Thanks brother. I agree that's where most blogs fail but I think setting a goal for one post a week will be pretty reasonable given my schedule. I think I have plenty to say also, which may be good or bad. 



Bloke said:


> Good post. The danger is always to make them too long, that's something I suffer from. The danger with some blogs is that rather than identifying ideas they become diaries to generate content. Good posts then get lost in the noise.
> 
> At least you have a good backlink from here.
> 
> No objection if I use that material with a backlink to your blog ?



Ya I'm wondering what a good word limit should be. I'm mainly interested in sharing and identifying ideas but I'm also considering during book reviews, I suppose I'll try one and see how well it is received. I have no objections at all, I'm pleased that you liked it. Thank you!


----------



## Bloke (Jul 26, 2016)

JJones said:


> Thanks for the feedback! I meant to spell check and forgot, it should be fixed now.
> 
> 
> 
> ...




I'm always asking how long is too long and the response is,as long as it holds the readers interest.

Good practices;
1 leave it for a day and reproof. The best way to do that is printing your draft.
2 Be a vigorous editor and always ask what you can cut or say more succinctly.
3 Get another person to proof read if you're not going to do 1.

I'm terrible at these things


----------



## Ressam (Jul 26, 2016)

Be inspired, Mr.Justin!


----------



## Roy_ (Jul 26, 2016)

Justin, go to "WP admin" (at the bottom of the menu) and then "appearance"->"widgets" and either remove the empty text widget, fill it or replace it by some other widget(s) such as 'recent posts', 'recent comments', perhaps the 'follow' widget or something. The empty text widget makes the blog look like it's not finished.

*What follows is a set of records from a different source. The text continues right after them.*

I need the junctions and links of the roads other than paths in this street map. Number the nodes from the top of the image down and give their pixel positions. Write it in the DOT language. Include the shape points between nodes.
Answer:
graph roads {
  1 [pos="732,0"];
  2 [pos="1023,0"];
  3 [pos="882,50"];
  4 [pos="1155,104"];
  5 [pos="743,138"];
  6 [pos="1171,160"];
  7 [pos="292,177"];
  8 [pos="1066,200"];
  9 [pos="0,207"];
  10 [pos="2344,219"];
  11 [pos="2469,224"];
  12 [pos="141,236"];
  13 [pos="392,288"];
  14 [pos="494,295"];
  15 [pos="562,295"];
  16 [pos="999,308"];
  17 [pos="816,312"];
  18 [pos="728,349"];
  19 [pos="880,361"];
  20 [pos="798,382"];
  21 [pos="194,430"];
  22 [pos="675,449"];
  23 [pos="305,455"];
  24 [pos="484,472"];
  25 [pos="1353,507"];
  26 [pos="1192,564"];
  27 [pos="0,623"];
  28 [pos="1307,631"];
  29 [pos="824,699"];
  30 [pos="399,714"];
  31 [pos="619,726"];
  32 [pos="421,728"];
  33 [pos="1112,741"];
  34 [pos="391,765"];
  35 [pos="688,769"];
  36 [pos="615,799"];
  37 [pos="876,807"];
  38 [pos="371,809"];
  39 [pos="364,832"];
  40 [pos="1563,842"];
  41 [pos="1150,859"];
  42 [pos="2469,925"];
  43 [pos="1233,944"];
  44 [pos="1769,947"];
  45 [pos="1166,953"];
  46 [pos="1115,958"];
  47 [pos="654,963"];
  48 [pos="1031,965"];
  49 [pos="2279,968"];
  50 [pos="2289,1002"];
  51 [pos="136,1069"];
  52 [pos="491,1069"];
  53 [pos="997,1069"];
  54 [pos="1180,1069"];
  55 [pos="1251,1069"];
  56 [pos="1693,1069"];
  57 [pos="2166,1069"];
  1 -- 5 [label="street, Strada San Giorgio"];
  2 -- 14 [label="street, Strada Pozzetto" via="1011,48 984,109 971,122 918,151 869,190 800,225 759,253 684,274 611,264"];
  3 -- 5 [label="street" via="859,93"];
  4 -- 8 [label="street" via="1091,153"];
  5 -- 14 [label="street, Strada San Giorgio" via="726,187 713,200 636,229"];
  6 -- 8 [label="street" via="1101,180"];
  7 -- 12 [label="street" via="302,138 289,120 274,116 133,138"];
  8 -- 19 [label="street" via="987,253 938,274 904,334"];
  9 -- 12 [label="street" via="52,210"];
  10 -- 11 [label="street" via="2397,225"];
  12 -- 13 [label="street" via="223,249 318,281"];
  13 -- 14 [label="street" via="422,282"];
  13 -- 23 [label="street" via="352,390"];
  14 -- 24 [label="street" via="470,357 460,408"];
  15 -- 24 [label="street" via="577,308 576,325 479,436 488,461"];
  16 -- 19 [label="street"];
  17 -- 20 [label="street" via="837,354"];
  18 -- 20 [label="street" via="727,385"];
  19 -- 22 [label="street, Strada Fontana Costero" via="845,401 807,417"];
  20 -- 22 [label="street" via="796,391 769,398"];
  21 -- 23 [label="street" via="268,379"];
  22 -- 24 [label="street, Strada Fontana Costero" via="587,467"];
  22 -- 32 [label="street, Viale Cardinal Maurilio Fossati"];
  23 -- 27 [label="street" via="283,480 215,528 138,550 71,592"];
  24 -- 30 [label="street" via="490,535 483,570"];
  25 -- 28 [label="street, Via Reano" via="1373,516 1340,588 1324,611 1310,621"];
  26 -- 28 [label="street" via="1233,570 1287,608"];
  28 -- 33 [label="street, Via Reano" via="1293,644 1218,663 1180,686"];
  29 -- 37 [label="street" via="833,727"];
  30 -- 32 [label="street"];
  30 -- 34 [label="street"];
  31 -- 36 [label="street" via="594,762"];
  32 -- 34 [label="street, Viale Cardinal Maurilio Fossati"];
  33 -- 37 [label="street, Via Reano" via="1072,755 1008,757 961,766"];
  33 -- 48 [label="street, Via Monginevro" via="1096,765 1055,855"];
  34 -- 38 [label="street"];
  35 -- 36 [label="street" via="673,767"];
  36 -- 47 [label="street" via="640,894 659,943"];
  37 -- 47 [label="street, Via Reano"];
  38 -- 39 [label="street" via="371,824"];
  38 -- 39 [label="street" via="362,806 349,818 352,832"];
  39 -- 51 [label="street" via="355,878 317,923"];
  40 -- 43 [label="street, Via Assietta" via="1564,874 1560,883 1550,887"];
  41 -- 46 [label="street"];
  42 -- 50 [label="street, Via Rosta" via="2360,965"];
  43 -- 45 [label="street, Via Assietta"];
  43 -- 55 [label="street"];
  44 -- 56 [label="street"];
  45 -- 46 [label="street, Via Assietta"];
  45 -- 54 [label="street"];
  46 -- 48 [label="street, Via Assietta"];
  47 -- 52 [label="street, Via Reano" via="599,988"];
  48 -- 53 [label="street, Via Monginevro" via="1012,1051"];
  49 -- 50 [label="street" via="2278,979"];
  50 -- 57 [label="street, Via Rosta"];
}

I don't know why the widgets didn't make it into the 'new' admin, but in the 'old admin' there are some other interesting settings as well.


----------



## Ripcord22A (Jul 26, 2016)

@Roy haven't seen you around here in awhile....where you been?


----------



## KSigMason (Jul 28, 2016)

Use Twitter and Facebook to spread your articles.


----------



## JJones (Jul 28, 2016)

Thanks again for the feedback everyone, these are all great ideas!


----------